Cut Tari Aminah Anasya (born 1 November 1977) is an Indonesian soap opera actress, model, and presenter of Aceh-West Sumatera descent.

Career
Her acting career began when she was invited by Harry de Fretes to guest star in the comedy soap opera Dongeng Langit. She then got an offer to appear in Sisi-Sisi Dunia in a supporting role. She has also appeared in the soap operas Perjalanan, Melati, Doaku Harapanku, Kafe Biru, Dewi Fortuna, Tersanjung, and Rosalinda.

Personal life
Cut Tari Aminah Anasya was born on 1 November 1977, in Jakarta. She is the third child of four siblings of Teuku Joesransjah. She graduated in Stamford College, Jakarta. She married Johannes Yusuf Subrata on 9 January 2004 and divorce in 2014. They have one daughter named Sydney, born on 10 October 2007.

Five years being single, Cut Tari married with Richard Kevin on 12 December 2019 in Jakarta.

Sex tape scandal
Tari was the subject of gossip in 2010 when a pornographic video of her with Ariel was posted online.

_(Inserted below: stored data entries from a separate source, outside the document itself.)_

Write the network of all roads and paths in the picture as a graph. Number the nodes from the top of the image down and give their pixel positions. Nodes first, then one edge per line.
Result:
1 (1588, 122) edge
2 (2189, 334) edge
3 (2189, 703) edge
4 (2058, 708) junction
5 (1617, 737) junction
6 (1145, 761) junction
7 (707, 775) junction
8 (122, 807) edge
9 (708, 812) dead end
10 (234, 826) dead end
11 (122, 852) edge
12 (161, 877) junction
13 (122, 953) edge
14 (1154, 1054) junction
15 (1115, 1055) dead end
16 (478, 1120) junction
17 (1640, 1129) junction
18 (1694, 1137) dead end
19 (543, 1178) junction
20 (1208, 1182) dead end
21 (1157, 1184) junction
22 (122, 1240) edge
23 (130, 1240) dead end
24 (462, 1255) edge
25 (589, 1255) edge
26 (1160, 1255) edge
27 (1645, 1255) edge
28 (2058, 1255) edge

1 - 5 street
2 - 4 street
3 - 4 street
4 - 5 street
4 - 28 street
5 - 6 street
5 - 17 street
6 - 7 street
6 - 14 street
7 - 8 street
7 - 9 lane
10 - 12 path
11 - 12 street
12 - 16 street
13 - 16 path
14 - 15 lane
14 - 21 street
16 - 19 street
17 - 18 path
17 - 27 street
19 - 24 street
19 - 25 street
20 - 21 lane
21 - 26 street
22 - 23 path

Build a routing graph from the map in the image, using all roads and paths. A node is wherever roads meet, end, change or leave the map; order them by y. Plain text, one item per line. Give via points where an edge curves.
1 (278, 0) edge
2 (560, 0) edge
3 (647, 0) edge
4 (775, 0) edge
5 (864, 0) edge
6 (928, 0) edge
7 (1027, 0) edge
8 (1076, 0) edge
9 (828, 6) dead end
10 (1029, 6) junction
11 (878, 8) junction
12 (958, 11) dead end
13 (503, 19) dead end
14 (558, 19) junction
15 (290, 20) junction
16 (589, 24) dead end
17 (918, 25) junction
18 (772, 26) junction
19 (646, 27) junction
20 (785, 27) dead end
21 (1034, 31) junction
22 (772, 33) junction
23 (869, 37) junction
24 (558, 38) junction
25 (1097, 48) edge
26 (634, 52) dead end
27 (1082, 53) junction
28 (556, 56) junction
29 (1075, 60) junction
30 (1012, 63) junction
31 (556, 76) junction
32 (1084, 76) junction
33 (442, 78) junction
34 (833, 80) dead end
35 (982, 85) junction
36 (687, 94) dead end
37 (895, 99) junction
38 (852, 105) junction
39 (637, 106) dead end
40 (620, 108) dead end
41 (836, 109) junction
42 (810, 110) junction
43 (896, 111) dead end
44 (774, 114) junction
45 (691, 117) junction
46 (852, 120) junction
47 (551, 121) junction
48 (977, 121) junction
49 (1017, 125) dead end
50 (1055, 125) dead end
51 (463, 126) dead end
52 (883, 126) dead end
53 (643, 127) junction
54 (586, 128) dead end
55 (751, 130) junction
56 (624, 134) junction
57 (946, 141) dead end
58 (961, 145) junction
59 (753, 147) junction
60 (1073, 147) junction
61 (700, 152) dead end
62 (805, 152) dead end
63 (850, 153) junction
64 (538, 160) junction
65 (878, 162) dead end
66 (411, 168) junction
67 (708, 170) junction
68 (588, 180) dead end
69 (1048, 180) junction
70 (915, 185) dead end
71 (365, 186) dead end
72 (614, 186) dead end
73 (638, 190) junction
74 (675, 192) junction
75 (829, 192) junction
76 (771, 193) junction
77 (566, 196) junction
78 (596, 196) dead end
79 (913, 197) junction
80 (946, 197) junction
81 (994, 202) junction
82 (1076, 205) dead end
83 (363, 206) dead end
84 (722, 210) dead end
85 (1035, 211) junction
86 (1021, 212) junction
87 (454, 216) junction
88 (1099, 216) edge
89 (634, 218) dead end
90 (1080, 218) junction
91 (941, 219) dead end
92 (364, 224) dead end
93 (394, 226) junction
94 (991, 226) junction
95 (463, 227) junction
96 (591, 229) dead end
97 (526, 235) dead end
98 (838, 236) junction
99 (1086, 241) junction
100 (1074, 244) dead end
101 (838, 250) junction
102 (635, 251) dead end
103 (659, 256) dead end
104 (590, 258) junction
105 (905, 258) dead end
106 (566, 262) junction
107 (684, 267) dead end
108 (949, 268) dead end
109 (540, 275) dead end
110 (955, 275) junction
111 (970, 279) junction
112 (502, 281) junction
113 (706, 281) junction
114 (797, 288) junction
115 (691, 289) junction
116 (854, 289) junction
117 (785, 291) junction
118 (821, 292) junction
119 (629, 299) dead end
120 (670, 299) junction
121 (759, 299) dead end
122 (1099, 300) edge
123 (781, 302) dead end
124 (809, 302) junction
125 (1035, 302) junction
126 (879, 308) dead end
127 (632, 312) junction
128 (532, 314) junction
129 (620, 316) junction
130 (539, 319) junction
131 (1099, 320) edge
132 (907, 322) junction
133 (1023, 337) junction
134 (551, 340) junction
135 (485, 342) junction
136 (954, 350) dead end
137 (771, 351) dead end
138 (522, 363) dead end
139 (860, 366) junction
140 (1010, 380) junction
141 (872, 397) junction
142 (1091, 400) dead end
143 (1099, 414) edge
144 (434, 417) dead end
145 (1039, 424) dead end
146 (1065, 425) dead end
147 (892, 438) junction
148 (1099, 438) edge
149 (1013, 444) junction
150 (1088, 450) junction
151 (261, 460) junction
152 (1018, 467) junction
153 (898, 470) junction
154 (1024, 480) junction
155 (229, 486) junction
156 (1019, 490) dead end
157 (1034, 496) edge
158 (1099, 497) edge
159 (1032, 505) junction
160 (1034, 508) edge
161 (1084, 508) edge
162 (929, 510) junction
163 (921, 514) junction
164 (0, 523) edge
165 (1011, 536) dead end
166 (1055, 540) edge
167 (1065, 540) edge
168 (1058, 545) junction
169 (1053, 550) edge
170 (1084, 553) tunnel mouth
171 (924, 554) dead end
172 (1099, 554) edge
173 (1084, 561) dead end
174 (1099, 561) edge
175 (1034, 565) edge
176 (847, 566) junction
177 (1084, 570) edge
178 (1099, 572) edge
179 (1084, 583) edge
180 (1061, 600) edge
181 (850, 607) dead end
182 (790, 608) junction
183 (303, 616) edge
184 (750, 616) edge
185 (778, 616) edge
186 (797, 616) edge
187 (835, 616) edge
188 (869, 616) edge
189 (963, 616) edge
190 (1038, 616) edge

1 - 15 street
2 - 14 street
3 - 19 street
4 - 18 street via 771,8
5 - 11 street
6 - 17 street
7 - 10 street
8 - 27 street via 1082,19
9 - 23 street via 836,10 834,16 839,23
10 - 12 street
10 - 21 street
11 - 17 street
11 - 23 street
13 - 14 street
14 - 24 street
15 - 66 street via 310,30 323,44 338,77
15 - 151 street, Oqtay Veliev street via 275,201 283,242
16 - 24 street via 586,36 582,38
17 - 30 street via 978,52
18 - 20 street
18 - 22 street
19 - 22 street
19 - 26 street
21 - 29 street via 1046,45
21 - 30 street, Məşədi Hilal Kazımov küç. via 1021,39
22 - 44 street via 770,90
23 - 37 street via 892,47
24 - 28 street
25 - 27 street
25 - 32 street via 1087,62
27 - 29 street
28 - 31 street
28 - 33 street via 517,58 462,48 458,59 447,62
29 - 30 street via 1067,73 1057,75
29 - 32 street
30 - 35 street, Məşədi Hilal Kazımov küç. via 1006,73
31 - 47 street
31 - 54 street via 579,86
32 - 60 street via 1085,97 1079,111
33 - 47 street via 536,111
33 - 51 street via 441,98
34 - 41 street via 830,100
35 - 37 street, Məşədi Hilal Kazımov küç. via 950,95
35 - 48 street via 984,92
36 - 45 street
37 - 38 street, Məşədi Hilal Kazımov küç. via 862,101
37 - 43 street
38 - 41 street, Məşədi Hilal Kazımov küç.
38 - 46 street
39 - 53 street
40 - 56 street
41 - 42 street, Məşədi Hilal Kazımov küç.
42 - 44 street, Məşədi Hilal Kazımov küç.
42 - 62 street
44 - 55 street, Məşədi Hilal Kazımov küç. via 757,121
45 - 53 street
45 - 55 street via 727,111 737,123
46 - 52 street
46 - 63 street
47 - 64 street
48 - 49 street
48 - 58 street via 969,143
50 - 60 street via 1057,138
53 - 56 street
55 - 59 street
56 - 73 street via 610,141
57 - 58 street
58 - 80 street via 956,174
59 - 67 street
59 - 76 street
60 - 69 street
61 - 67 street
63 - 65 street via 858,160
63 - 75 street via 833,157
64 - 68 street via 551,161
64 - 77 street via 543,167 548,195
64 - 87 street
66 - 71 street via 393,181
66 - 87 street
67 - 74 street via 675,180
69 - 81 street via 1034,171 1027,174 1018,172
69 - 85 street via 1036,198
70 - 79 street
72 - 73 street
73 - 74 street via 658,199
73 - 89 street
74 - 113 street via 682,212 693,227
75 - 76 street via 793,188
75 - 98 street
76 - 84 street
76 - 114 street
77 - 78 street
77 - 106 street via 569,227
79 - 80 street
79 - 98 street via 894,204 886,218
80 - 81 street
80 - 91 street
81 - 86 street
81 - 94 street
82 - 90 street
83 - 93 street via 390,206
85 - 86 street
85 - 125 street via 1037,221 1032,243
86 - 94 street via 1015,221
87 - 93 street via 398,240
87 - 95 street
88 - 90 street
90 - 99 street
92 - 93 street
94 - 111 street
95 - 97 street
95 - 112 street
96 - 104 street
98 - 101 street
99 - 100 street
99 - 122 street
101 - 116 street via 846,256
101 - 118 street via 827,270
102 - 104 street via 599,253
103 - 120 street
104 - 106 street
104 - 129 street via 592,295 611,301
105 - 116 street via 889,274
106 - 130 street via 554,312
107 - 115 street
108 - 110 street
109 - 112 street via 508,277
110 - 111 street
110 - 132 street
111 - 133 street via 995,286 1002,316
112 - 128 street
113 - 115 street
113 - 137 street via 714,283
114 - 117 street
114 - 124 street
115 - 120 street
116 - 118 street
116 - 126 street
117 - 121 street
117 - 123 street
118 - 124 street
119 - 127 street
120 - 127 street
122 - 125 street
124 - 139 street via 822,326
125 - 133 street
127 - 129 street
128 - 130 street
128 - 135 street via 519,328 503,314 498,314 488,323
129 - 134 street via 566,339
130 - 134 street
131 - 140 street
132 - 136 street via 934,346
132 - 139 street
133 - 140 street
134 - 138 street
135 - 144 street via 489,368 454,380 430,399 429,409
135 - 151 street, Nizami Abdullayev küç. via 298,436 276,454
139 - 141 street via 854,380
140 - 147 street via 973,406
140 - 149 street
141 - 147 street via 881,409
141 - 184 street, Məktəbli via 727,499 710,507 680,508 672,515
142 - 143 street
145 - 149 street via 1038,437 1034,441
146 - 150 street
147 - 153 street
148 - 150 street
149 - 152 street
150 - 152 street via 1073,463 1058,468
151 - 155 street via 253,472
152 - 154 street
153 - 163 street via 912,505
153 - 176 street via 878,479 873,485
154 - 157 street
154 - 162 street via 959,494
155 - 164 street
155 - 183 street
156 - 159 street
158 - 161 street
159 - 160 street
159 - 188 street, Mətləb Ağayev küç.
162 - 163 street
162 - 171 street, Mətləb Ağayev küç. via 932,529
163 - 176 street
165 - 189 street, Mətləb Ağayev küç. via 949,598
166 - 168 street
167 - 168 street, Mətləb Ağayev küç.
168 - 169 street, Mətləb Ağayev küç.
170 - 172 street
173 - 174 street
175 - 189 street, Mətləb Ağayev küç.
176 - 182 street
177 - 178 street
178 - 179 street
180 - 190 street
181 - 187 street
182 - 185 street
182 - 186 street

The event was widely covered in newspapers in Indonesia and several foreign countries. She lost her job as infotainment host of the show Insert on Trans TV. At first she insisted it was not her in the video, but later said it was indeed her. She had not known of the existence of the video before it started to circulate. Her husband, Johannes Yusuf Subrata, initially remained firm and even proud of her courage, and said that he would not divorce her. They eventually did divorce, in 2014.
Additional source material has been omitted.